Start of Block
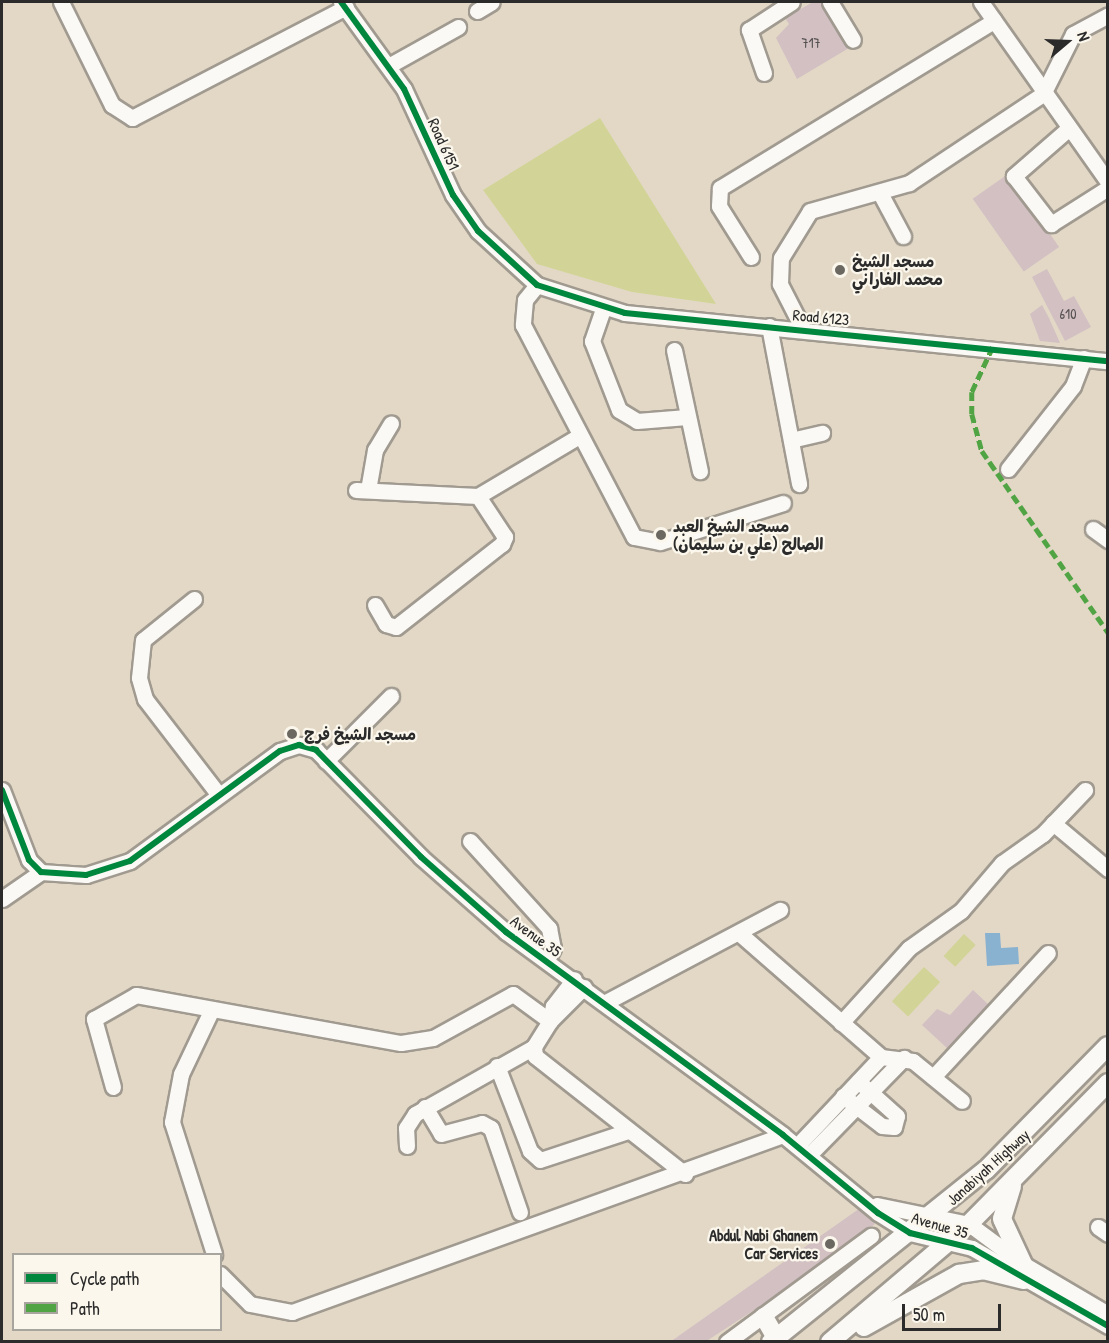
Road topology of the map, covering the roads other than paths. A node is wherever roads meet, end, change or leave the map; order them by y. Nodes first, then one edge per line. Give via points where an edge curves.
1 (61, 2) edge
2 (492, 2) edge
3 (792, 2) edge
4 (830, 2) edge
5 (981, 2) edge
6 (1107, 3) edge
7 (344, 4) edge
8 (477, 11) dead end
9 (1107, 15) edge
10 (994, 21) junction
11 (1089, 22) junction
12 (458, 27) dead end
13 (853, 40) dead end
14 (390, 65) junction
15 (764, 73) dead end
16 (1043, 94) junction
17 (1068, 129) junction
18 (1107, 182) edge
19 (1107, 188) edge
20 (880, 193) junction
21 (903, 236) dead end
22 (751, 256) dead end
23 (537, 285) junction
24 (603, 309) junction
25 (769, 326) junction
26 (803, 329) junction
27 (674, 350) dead end
28 (1084, 358) junction
29 (1107, 361) edge
30 (687, 417) junction
31 (391, 423) dead end
32 (822, 434) dead end
33 (579, 436) junction
34 (790, 440) junction
35 (1008, 469) dead end
36 (700, 471) dead end
37 (799, 484) dead end
38 (478, 496) junction
39 (783, 502) dead end
40 (1093, 529) dead end
41 (1107, 540) edge
42 (194, 600) dead end
43 (375, 605) dead end
44 (391, 696) dead end
45 (326, 760) junction
46 (2, 790) edge
47 (1085, 790) dead end
48 (219, 795) junction
49 (1053, 824) junction
50 (470, 841) dead end
51 (1107, 869) edge
52 (41, 872) junction
53 (2, 899) edge
54 (780, 910) dead end
55 (739, 933) junction
56 (1048, 953) dead end
57 (547, 960) junction
58 (579, 983) junction
59 (606, 1002) junction
60 (212, 1009) junction
61 (550, 1021) junction
62 (841, 1023) junction
63 (1107, 1046) edge
64 (534, 1047) junction
65 (881, 1057) junction
66 (903, 1058) junction
67 (497, 1066) junction
68 (933, 1077) junction
69 (858, 1081) junction
70 (1107, 1083) edge
71 (113, 1087) dead end
72 (870, 1092) junction
73 (843, 1096) junction
74 (962, 1101) dead end
75 (856, 1106) junction
76 (425, 1107) junction
77 (628, 1131) junction
78 (783, 1135) junction
79 (407, 1146) dead end
80 (803, 1150) junction
81 (1032, 1157) junction
82 (685, 1174) junction
83 (860, 1198) junction
84 (520, 1212) dead end
85 (934, 1214) junction
86 (969, 1224) junction
87 (910, 1233) junction
88 (871, 1236) dead end
89 (948, 1242) junction
90 (214, 1253) edge
91 (1024, 1272) junction
92 (222, 1276) edge
93 (1107, 1314) edge
94 (764, 1317) junction
95 (1107, 1326) edge
96 (774, 1340) edge
97 (727, 1341) edge
98 (830, 1341) edge
99 (839, 1341) edge

1 - 7 street via 112,105 132,118
2 - 8 street
3 - 15 street via 750,30
4 - 13 street
5 - 10 street
6 - 11 street
7 - 14 street, Road 6151
9 - 11 street, Road 6123
10 - 16 street
10 - 22 street via 720,188 719,206
11 - 16 street, Road 6123 via 1073,34
12 - 14 street
14 - 23 street, Road 6151 via 453,195 485,238
16 - 17 street
16 - 20 street, Road 6123 via 909,183
17 - 18 street
17 - 19 street via 1014,176 1051,224
20 - 21 street
20 - 26 street, Road 6123 via 831,202 810,211 798,226 782,258 780,284
23 - 24 street, Road 6123
23 - 33 street via 525,300 523,325
24 - 25 street, Road 6123
24 - 30 street via 592,341 619,410 637,421
25 - 26 street, Road 6123
25 - 34 street
26 - 28 street, Road 6123
27 - 30 street
28 - 29 street, Road 6123
28 - 35 street via 1073,386
30 - 36 street
31 - 38 street via 375,450 362,490
32 - 34 street
33 - 38 street
33 - 39 street via 628,529 642,542 660,542
34 - 37 street
38 - 43 street via 505,537 502,544 396,627 386,624
40 - 41 street
42 - 48 street via 143,640 139,678 146,699
44 - 45 street
45 - 48 street, Avenue 35 via 299,745 280,751
45 - 57 street, Avenue 35 via 454,888
46 - 52 street via 29,860
47 - 49 street
48 - 52 street, Avenue 35 via 130,861 86,875
49 - 51 street
49 - 62 street via 1002,863 947,923 909,948
50 - 57 street via 549,928 553,948
52 - 53 street
54 - 55 street
55 - 59 street
55 - 62 street
56 - 68 street
57 - 58 street, Avenue 35
58 - 59 street, Avenue 35
58 - 61 street
59 - 78 street, Avenue 35
60 - 61 street via 409,1043 433,1038 513,994
60 - 71 street via 136,995 96,1016
60 - 90 street via 181,1074 172,1122
61 - 64 street
62 - 65 street
63 - 85 main road, Janabiyah Highway via 1020,1139
64 - 67 street
64 - 77 street via 538,1059
65 - 66 street
65 - 69 street
66 - 68 street
66 - 72 street
67 - 76 street
67 - 77 street via 530,1151 540,1160
68 - 74 street
69 - 72 street
69 - 73 street
70 - 81 main road, Janabiyah Highway
72 - 75 street
72 - 75 street via 897,1116 894,1127 886,1128
73 - 75 street
73 - 80 street
75 - 80 street
76 - 79 street via 408,1122
76 - 84 street via 441,1134 482,1123 491,1128
77 - 82 street
78 - 80 street, Avenue 35
78 - 82 street
80 - 83 street, Avenue 35
81 - 86 main road, Janabiyah Highway
81 - 91 main road via 1002,1206 1005,1229
82 - 92 street via 292,1312 250,1304
83 - 85 street, Avenue 35 via 902,1213
83 - 87 street, Avenue 35
85 - 86 street, Avenue 35
85 - 87 main road, Janabiyah Highway
86 - 89 main road, Janabiyah Highway
86 - 91 street, Avenue 35
87 - 89 street, Avenue 35
87 - 96 main road, Janabiyah Highway
88 - 94 street
89 - 91 street, Avenue 35 via 972,1248
89 - 98 main road, Janabiyah Highway
91 - 93 street, Avenue 35
91 - 95 street, Avenue 35
91 - 99 main road via 983,1270 959,1274
94 - 96 main road
94 - 97 street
End of Block
Print all of the entries word for word. Skip any images they contain.

Road topology of the map, covering the roads other than paths. A node is wherever roads meet, end, change or leave the map; order them by y. Nodes first, then one edge per line. Give via points where an edge curves.
1 (61, 2) edge
2 (492, 2) edge
3 (792, 2) edge
4 (830, 2) edge
5 (981, 2) edge
6 (1107, 3) edge
7 (344, 4) edge
8 (477, 11) dead end
9 (1107, 15) edge
10 (994, 21) junction
11 (1089, 22) junction
12 (458, 27) dead end
13 (853, 40) dead end
14 (390, 65) junction
15 (764, 73) dead end
16 (1043, 94) junction
17 (1068, 129) junction
18 (1107, 182) edge
19 (1107, 188) edge
20 (880, 193) junction
21 (903, 236) dead end
22 (751, 256) dead end
23 (537, 285) junction
24 (603, 309) junction
25 (769, 326) junction
26 (803, 329) junction
27 (674, 350) dead end
28 (1084, 358) junction
29 (1107, 361) edge
30 (687, 417) junction
31 (391, 423) dead end
32 (822, 434) dead end
33 (579, 436) junction
34 (790, 440) junction
35 (1008, 469) dead end
36 (700, 471) dead end
37 (799, 484) dead end
38 (478, 496) junction
39 (783, 502) dead end
40 (1093, 529) dead end
41 (1107, 540) edge
42 (194, 600) dead end
43 (375, 605) dead end
44 (391, 696) dead end
45 (326, 760) junction
46 (2, 790) edge
47 (1085, 790) dead end
48 (219, 795) junction
49 (1053, 824) junction
50 (470, 841) dead end
51 (1107, 869) edge
52 (41, 872) junction
53 (2, 899) edge
54 (780, 910) dead end
55 (739, 933) junction
56 (1048, 953) dead end
57 (547, 960) junction
58 (579, 983) junction
59 (606, 1002) junction
60 (212, 1009) junction
61 (550, 1021) junction
62 (841, 1023) junction
63 (1107, 1046) edge
64 (534, 1047) junction
65 (881, 1057) junction
66 (903, 1058) junction
67 (497, 1066) junction
68 (933, 1077) junction
69 (858, 1081) junction
70 (1107, 1083) edge
71 (113, 1087) dead end
72 (870, 1092) junction
73 (843, 1096) junction
74 (962, 1101) dead end
75 (856, 1106) junction
76 (425, 1107) junction
77 (628, 1131) junction
78 (783, 1135) junction
79 (407, 1146) dead end
80 (803, 1150) junction
81 (1032, 1157) junction
82 (685, 1174) junction
83 (860, 1198) junction
84 (520, 1212) dead end
85 (934, 1214) junction
86 (969, 1224) junction
87 (910, 1233) junction
88 (871, 1236) dead end
89 (948, 1242) junction
90 (214, 1253) edge
91 (1024, 1272) junction
92 (222, 1276) edge
93 (1107, 1314) edge
94 (764, 1317) junction
95 (1107, 1326) edge
96 (774, 1340) edge
97 (727, 1341) edge
98 (830, 1341) edge
99 (839, 1341) edge

1 - 7 street via 112,105 132,118
2 - 8 street
3 - 15 street via 750,30
4 - 13 street
5 - 10 street
6 - 11 street
7 - 14 street, Road 6151
9 - 11 street, Road 6123
10 - 16 street
10 - 22 street via 720,188 719,206
11 - 16 street, Road 6123 via 1073,34
12 - 14 street
14 - 23 street, Road 6151 via 453,195 485,238
16 - 17 street
16 - 20 street, Road 6123 via 909,183
17 - 18 street
17 - 19 street via 1014,176 1051,224
20 - 21 street
20 - 26 street, Road 6123 via 831,202 810,211 798,226 782,258 780,284
23 - 24 street, Road 6123
23 - 33 street via 525,300 523,325
24 - 25 street, Road 6123
24 - 30 street via 592,341 619,410 637,421
25 - 26 street, Road 6123
25 - 34 street
26 - 28 street, Road 6123
27 - 30 street
28 - 29 street, Road 6123
28 - 35 street via 1073,386
30 - 36 street
31 - 38 street via 375,450 362,490
32 - 34 street
33 - 38 street
33 - 39 street via 628,529 642,542 660,542
34 - 37 street
38 - 43 street via 505,537 502,544 396,627 386,624
40 - 41 street
42 - 48 street via 143,640 139,678 146,699
44 - 45 street
45 - 48 street, Avenue 35 via 299,745 280,751
45 - 57 street, Avenue 35 via 454,888
46 - 52 street via 29,860
47 - 49 street
48 - 52 street, Avenue 35 via 130,861 86,875
49 - 51 street
49 - 62 street via 1002,863 947,923 909,948
50 - 57 street via 549,928 553,948
52 - 53 street
54 - 55 street
55 - 59 street
55 - 62 street
56 - 68 street
57 - 58 street, Avenue 35
58 - 59 street, Avenue 35
58 - 61 street
59 - 78 street, Avenue 35
60 - 61 street via 409,1043 433,1038 513,994
60 - 71 street via 136,995 96,1016
60 - 90 street via 181,1074 172,1122
61 - 64 street
62 - 65 street
63 - 85 main road, Janabiyah Highway via 1020,1139
64 - 67 street
64 - 77 street via 538,1059
65 - 66 street
65 - 69 street
66 - 68 street
66 - 72 street
67 - 76 street
67 - 77 street via 530,1151 540,1160
68 - 74 street
69 - 72 street
69 - 73 street
70 - 81 main road, Janabiyah Highway
72 - 75 street
72 - 75 street via 897,1116 894,1127 886,1128
73 - 75 street
73 - 80 street
75 - 80 street
76 - 79 street via 408,1122
76 - 84 street via 441,1134 482,1123 491,1128
77 - 82 street
78 - 80 street, Avenue 35
78 - 82 street
80 - 83 street, Avenue 35
81 - 86 main road, Janabiyah Highway
81 - 91 main road via 1002,1206 1005,1229
82 - 92 street via 292,1312 250,1304
83 - 85 street, Avenue 35 via 902,1213
83 - 87 street, Avenue 35
85 - 86 street, Avenue 35
85 - 87 main road, Janabiyah Highway
86 - 89 main road, Janabiyah Highway
86 - 91 street, Avenue 35
87 - 89 street, Avenue 35
87 - 96 main road, Janabiyah Highway
88 - 94 street
89 - 91 street, Avenue 35 via 972,1248
89 - 98 main road, Janabiyah Highway
91 - 93 street, Avenue 35
91 - 95 street, Avenue 35
91 - 99 main road via 983,1270 959,1274
94 - 96 main road
94 - 97 street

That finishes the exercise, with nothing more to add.